We will use FinanceDataReader package for crawling stock data. And it will compare with pandas_datareader, which is widely used for remote data access.
import FinanceDataReader as fdr
import pandas_datareader as pdr
import math
import numpy as np
import pandas as pd
from datetime import datetime
import matplotlib.pyplot as plt
import seaborn as sns
plt.style.use('fivethirtyeight')
plt.rcParams['figure.figsize'] = (16, 10)
Here, we will show some trends of stock analysis, especially on KOSPI (Korea Composite Stock Price Index) from 2000-01-01 to today.
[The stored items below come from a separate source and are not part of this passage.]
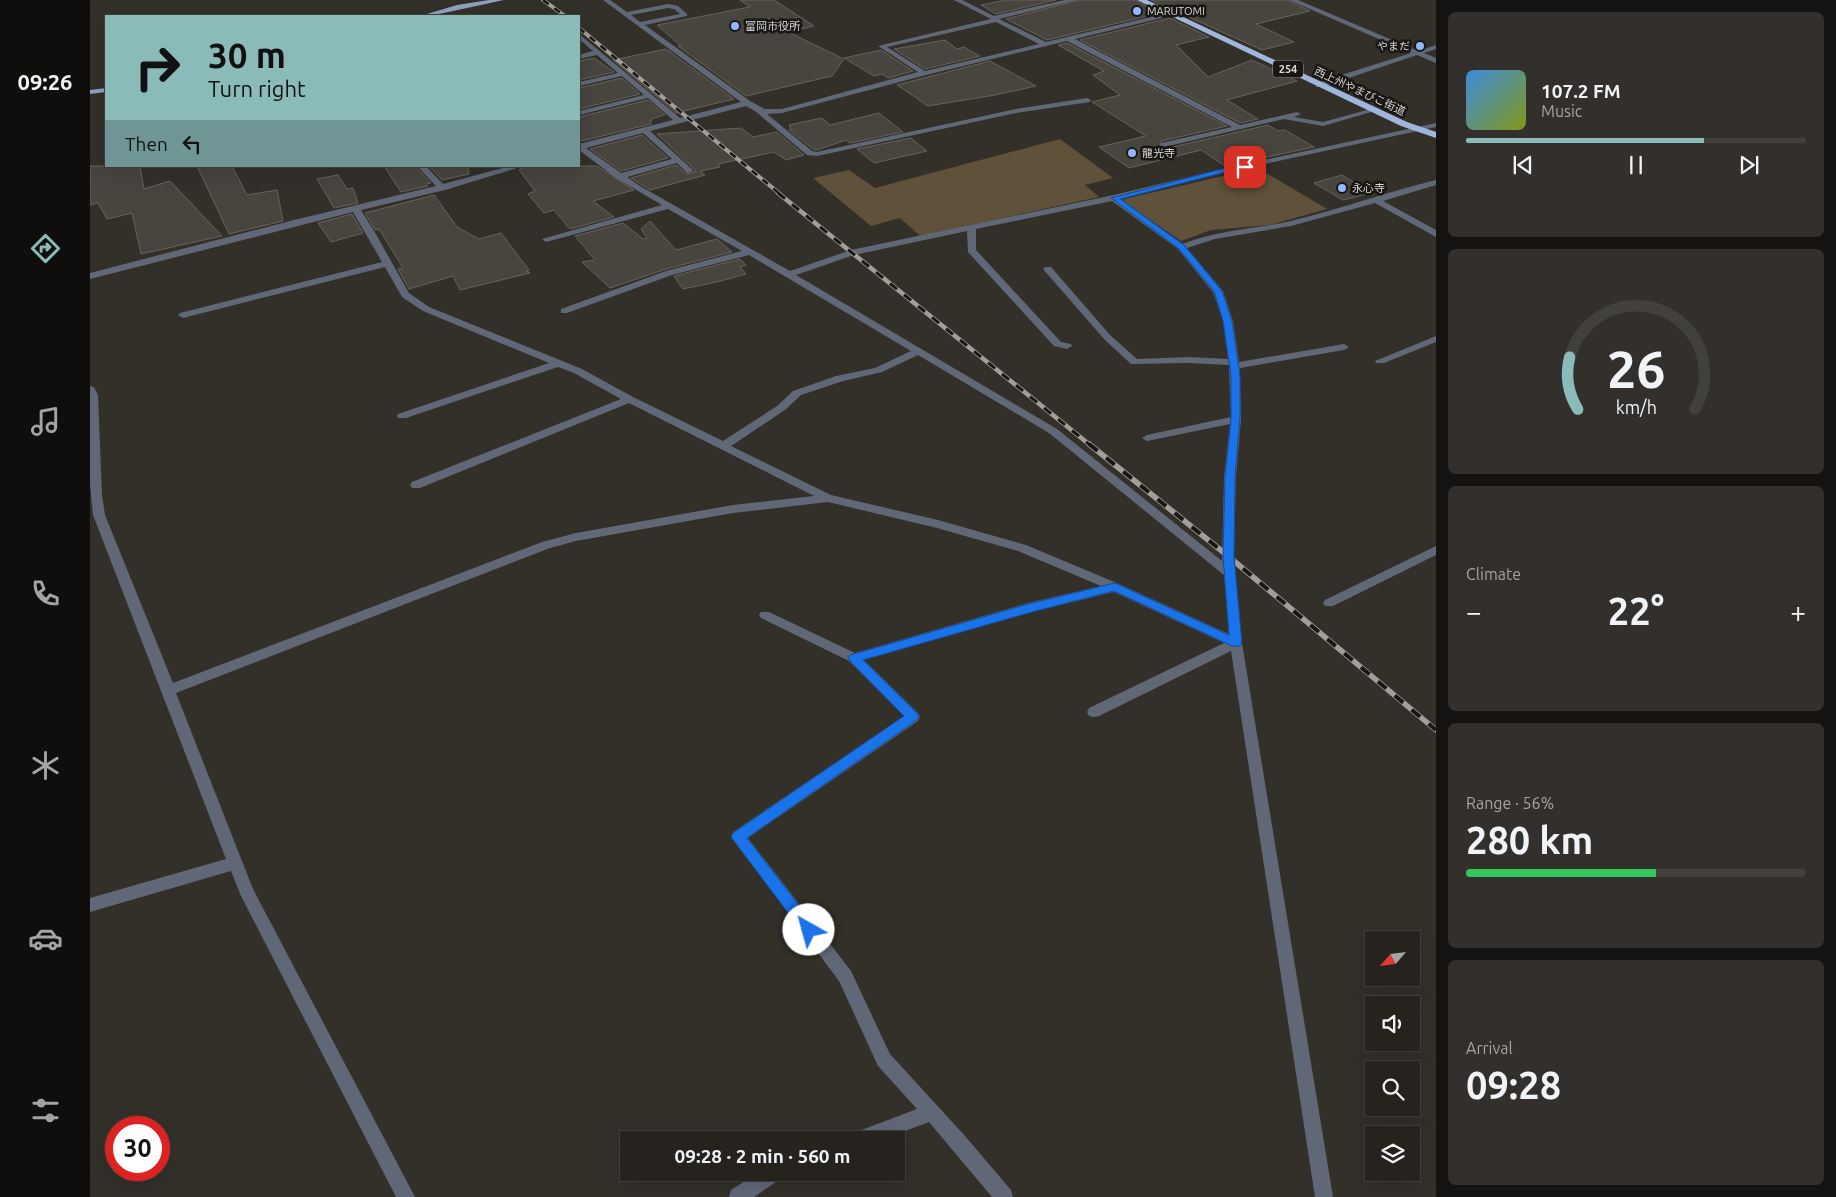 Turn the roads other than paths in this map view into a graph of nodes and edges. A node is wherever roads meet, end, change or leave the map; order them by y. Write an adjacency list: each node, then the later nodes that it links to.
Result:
1 (499, 0): 8 (main road)
2 (606, 0): 9 (street)
3 (981, 0): 7 (street)
4 (1074, 0): 11 (street)
5 (1141, 0): 10 (highway, 西上州やまびこ街道 / 254)
6 (1292, 0): 18 (street)
7 (960, 2): 11 (street)
8 (438, 14)
9 (626, 14): 12 (street); 12 (street)
10 (1172, 14): 14 (street); 24 (highway, 西上州やまびこ街道 / 254)
11 (995, 19): 15 (street); 21 (street)
12 (640, 24): 29 (street)
13 (580, 37): 17 (street)
14 (1069, 39): 15 (street); 37 (street)
15 (1045, 44): 21 (street)
16 (1436, 47): 18 (street)
17 (598, 52): 19 (street); 22 (street)
18 (1418, 54): 20 (street); 24 (street)
19 (580, 57)
20 (1436, 62)
21 (924, 73): 30 (street)
22 (623, 74): 23 (street); 27 (street)
23 (580, 84)
24 (1319, 84): 31 (highway, 西上州やまびこ街道 / 254)
25 (105, 90): 26 (main road)
26 (90, 92)
27 (649, 96): 32 (street); 35 (street)
28 (1086, 100): 30 (street)
29 (747, 103): 30 (street); 35 (street)
30 (756, 109)
31 (1374, 110): 34 (street); 38 (highway, 西上州やまびこ街道 / 254)
32 (580, 113)
33 (1297, 114): 34 (street)
34 (1284, 118): 37 (street)
35 (679, 121): 39 (street)
36 (1436, 125): 38 (street)
37 (1238, 127): 41 (street)
38 (1420, 129): 40 (highway, 西上州やまびこ街道 / 254); 51 (street)
39 (645, 130): 42 (street); 44 (street)
40 (1436, 135)
41 (1164, 146)
42 (580, 147)
43 (580, 148): 48 (street)
44 (679, 160): 47 (street); 48 (street)
45 (422, 167): 50 (street)
46 (516, 167): 50 (street)
47 (690, 171)
48 (619, 176): 53 (street)
49 (1436, 182): 52 (street)
50 (442, 188): 54 (street)
51 (1114, 198): 55 (street); 58 (street)
52 (1376, 200): 56 (street); 58 (street)
53 (669, 206): 57 (street); 59 (street)
54 (355, 208): 60 (street); 63 (street)
55 (972, 228): 62 (street); 67 (street)
56 (1436, 234)
57 (546, 239)
58 (1181, 247): 72 (street)
59 (750, 252): 62 (street); 64 (street)
60 (388, 263): 65 (street); 71 (street)
61 (1048, 269): 72 (street)
62 (789, 274): 69 (street)
63 (90, 276)
64 (564, 311)
65 (183, 315)
66 (1436, 339): 70 (street)
67 (1067, 346)
68 (1344, 347): 72 (street)
69 (917, 352): 78 (street); 83 (street)
70 (1380, 361)
71 (559, 363): 74 (street); 75 (street)
72 (1234, 364): 76 (street)
73 (90, 389): 79 (street)
74 (630, 399): 78 (street); 80 (street)
75 (402, 416)
76 (1236, 418): 77 (street); 83 (street)
77 (1147, 438)
78 (723, 446): 81 (street)
79 (93, 474): 89 (street)
80 (416, 485)
81 (828, 498): 84 (street); 89 (street)
82 (1436, 550): 85 (street)
83 (1230, 574): 87 (street)
84 (1115, 587): 87 (street); 88 (street)
85 (1329, 603)
86 (766, 615): 88 (street)
87 (1236, 643): 90 (street); 99 (street)
88 (854, 658): 93 (street)
89 (169, 690): 91 (street)
90 (1094, 712)
91 (235, 863): 92 (street); 96 (street)
92 (90, 905)
93 (931, 1112): 94 (street); 98 (street)
94 (881, 1131)
95 (762, 1181): 97 (street)
96 (406, 1197)
97 (738, 1197)
98 (1004, 1197)
99 (1324, 1197)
Additionally, we will also try to find trend in other Stock index.
end = datetime.today()
start = datetime(2000,1,1)
kospi = pdr.DataReader('^KS11','yahoo',start,end) # KOSPI
ss_yh = pdr.DataReader('005930.KS','yahoo',start,end) # YAHOO: Samsung Electronics Co., Ltd.
ss_f = fdr.DataReader('005930', start, end) # FDR: Samsung Electronics Co., Ltd.
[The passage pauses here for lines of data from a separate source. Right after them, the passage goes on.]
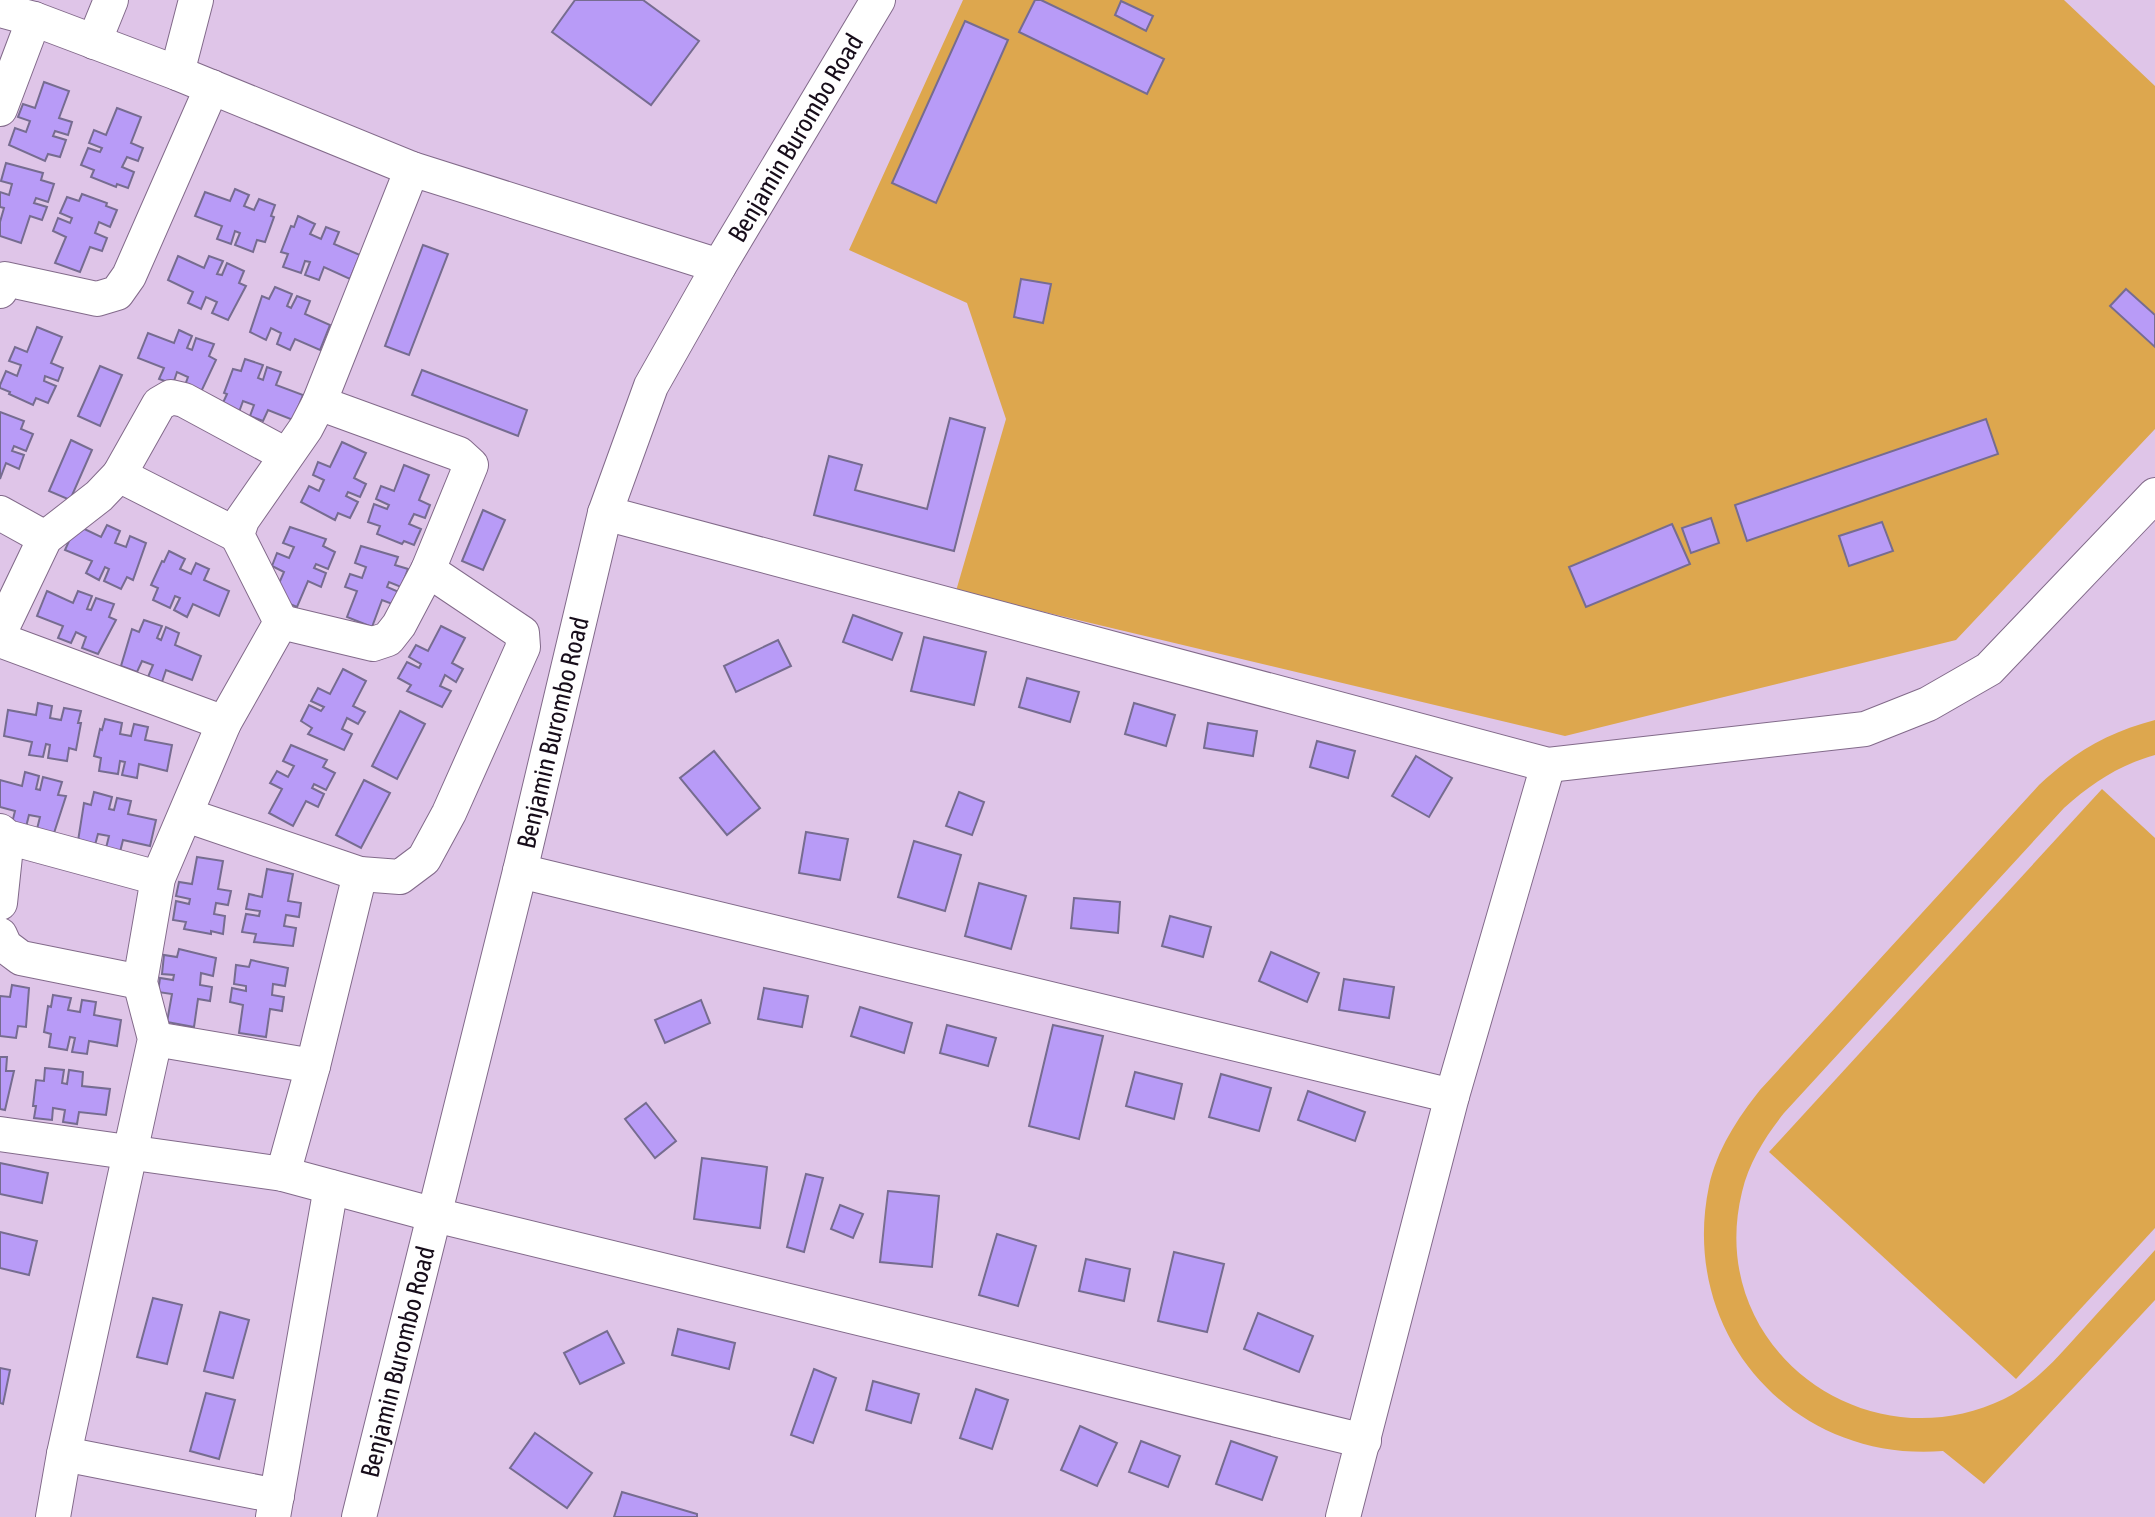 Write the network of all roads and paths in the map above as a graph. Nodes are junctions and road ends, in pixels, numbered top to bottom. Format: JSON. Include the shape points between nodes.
{"nodes":[{"id":1,"x":111,"y":0,"type":"edge"},
{"id":2,"x":196,"y":0,"type":"edge"},
{"id":3,"x":878,"y":0,"type":"edge"},
{"id":4,"x":0,"y":10,"type":"edge"},
{"id":5,"x":34,"y":19,"type":"junction"},
{"id":6,"x":94,"y":42,"type":"junction"},
{"id":7,"x":177,"y":73,"type":"junction"},
{"id":8,"x":212,"y":87,"type":"junction"},
{"id":9,"x":0,"y":109,"type":"edge"},
{"id":10,"x":412,"y":169,"type":"junction"},
{"id":11,"x":719,"y":266,"type":"junction"},
{"id":12,"x":2,"y":279,"type":"edge"},
{"id":13,"x":319,"y":403,"type":"junction"},
{"id":14,"x":286,"y":455,"type":"junction"},
{"id":15,"x":119,"y":475,"type":"junction"},
{"id":16,"x":2155,"y":495,"type":"edge"},
{"id":17,"x":0,"y":513,"type":"edge"},
{"id":18,"x":605,"y":513,"type":"junction"},
{"id":19,"x":237,"y":535,"type":"junction"},
{"id":20,"x":45,"y":538,"type":"junction"},
{"id":21,"x":428,"y":570,"type":"junction"},
{"id":22,"x":281,"y":622,"type":"junction"},
{"id":23,"x":0,"y":632,"type":"edge"},
{"id":24,"x":0,"y":640,"type":"edge"},
{"id":25,"x":224,"y":723,"type":"junction"},
{"id":26,"x":1548,"y":765,"type":"junction"},
{"id":27,"x":186,"y":815,"type":"junction"},
{"id":28,"x":4,"y":834,"type":"edge"},
{"id":29,"x":520,"y":871,"type":"junction"},
{"id":30,"x":360,"y":874,"type":"junction"},
{"id":31,"x":158,"y":878,"type":"junction"},
{"id":32,"x":0,"y":903,"type":"edge"},
{"id":33,"x":0,"y":935,"type":"edge"},
{"id":34,"x":140,"y":982,"type":"junction"},
{"id":35,"x":155,"y":1039,"type":"junction"},
{"id":36,"x":313,"y":1066,"type":"junction"},
{"id":37,"x":1452,"y":1096,"type":"junction"},
{"id":38,"x":0,"y":1134,"type":"edge"},
{"id":39,"x":132,"y":1153,"type":"junction"},
{"id":40,"x":283,"y":1174,"type":"junction"},
{"id":41,"x":331,"y":1187,"type":"junction"},
{"id":42,"x":435,"y":1215,"type":"junction"},
{"id":43,"x":1364,"y":1441,"type":"junction"},
{"id":44,"x":64,"y":1454,"type":"junction"},
{"id":45,"x":275,"y":1506,"type":"edge"},
{"id":46,"x":53,"y":1517,"type":"edge"},
{"id":47,"x":359,"y":1517,"type":"edge"},
{"id":48,"x":1343,"y":1517,"type":"edge"}],
"edges":[{"from":1,"to":6,"type":"street"},
{"from":2,"to":7,"type":"street"},
{"from":3,"to":11,"type":"street","name":"Benjamin Burombo Road"},
{"from":4,"to":5,"type":"street"},
{"from":5,"to":6,"type":"street"},
{"from":5,"to":9,"type":"street"},
{"from":6,"to":7,"type":"street"},
{"from":7,"to":8,"type":"street"},
{"from":8,"to":10,"type":"street"},
{"from":8,"to":12,"type":"street","via":[[117,293],[97,299]]},
{"from":10,"to":11,"type":"street"},
{"from":10,"to":13,"type":"street"},
{"from":11,"to":18,"type":"street","name":"Benjamin Burombo Road","via":[[651,386]]},
{"from":13,"to":14,"type":"street"},
{"from":13,"to":21,"type":"street","via":[[459,454],[471,465]]},
{"from":14,"to":15,"type":"street","via":[[171,397],[159,404]]},
{"from":14,"to":19,"type":"street"},
{"from":15,"to":19,"type":"street"},
{"from":15,"to":20,"type":"street"},
{"from":16,"to":26,"type":"street","via":[[1989,669],[1928,704],[1865,729]]},
{"from":17,"to":20,"type":"street"},
{"from":18,"to":26,"type":"street"},
{"from":18,"to":29,"type":"street","name":"Benjamin Burombo Road"},
{"from":19,"to":22,"type":"street"},
{"from":20,"to":23,"type":"street"},
{"from":21,"to":22,"type":"street","via":[[388,639],[373,644]]},
{"from":21,"to":30,"type":"street","via":[[522,633],[523,647],[424,859],[400,877]]},
{"from":22,"to":25,"type":"street"},
{"from":24,"to":25,"type":"street"},
{"from":25,"to":27,"type":"street"},
{"from":26,"to":37,"type":"street"},
{"from":27,"to":30,"type":"street"},
{"from":27,"to":31,"type":"street"},
{"from":28,"to":31,"type":"street"},
{"from":28,"to":32,"type":"street"},
{"from":29,"to":37,"type":"street"},
{"from":29,"to":42,"type":"street","name":"Benjamin Burombo Road"},
{"from":30,"to":36,"type":"street"},
{"from":31,"to":34,"type":"street"},
{"from":33,"to":34,"type":"street","via":[[21,958]]},
{"from":34,"to":35,"type":"street"},
{"from":35,"to":36,"type":"street"},
{"from":35,"to":39,"type":"street"},
{"from":36,"to":40,"type":"street"},
{"from":37,"to":43,"type":"street"},
{"from":38,"to":39,"type":"street"},
{"from":39,"to":40,"type":"street"},
{"from":39,"to":44,"type":"street"},
{"from":40,"to":41,"type":"street"},
{"from":41,"to":42,"type":"street"},
{"from":41,"to":45,"type":"street"},
{"from":42,"to":43,"type":"street"},
{"from":42,"to":47,"type":"street","name":"Benjamin Burombo Road"},
{"from":43,"to":48,"type":"street"},
{"from":44,"to":45,"type":"street"},
{"from":44,"to":46,"type":"street"}]}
hm = pdr.DataReader('005380.KS','yahoo',start,end) # Hyundai Motor Company
snp = pdr.DataReader('^GSPC','yahoo',start,end) #S&P500
nikkei = pdr.DataReader('^N225','yahoo',start,end) # Nikkei 225
euronext = pdr.DataReader('^N100','yahoo',start,end) # EURONEXT 100
vix = pdr.DataReader('^VIX','yahoo',start,end) # VIX
kospi.head()
ss_yh.head()
ss_f.head()
As you can see, the information contained each packages is different. FinanceDataReader
shows the amount of volume and its daily changes. Unlike it, yahoo finance data shows the total volume in US dollars and Adjusted Close value. We will not cover the meaning of each column in details, but we use Close value for stock analysis.
plt.subplot(1, 2, 1)
ss_yh_close = ss_yh[['Close']]
plt.plot(ss_yh_close)
plt.subplot(1, 2, 2)
ss_yh_aclose = ss_yh[['Adj Close']]
plt.plot(ss_yh_aclose)
plt.show()
ss = ss_yh
eqt = pd.DataFrame({
'SP500': snp['Adj Close'],
'KOSPI': kospi['Adj Close'],
'ss': ss['Close'],
'hm': hm['Adj Close'],
'nikkei': nikkei['Adj Close'],
'euronext': euronext['Adj Close'],
'VIX': vix['Adj Close']
})
eqt = eqt.dropna()
eqt.head()
We can measure the earning rate for each date.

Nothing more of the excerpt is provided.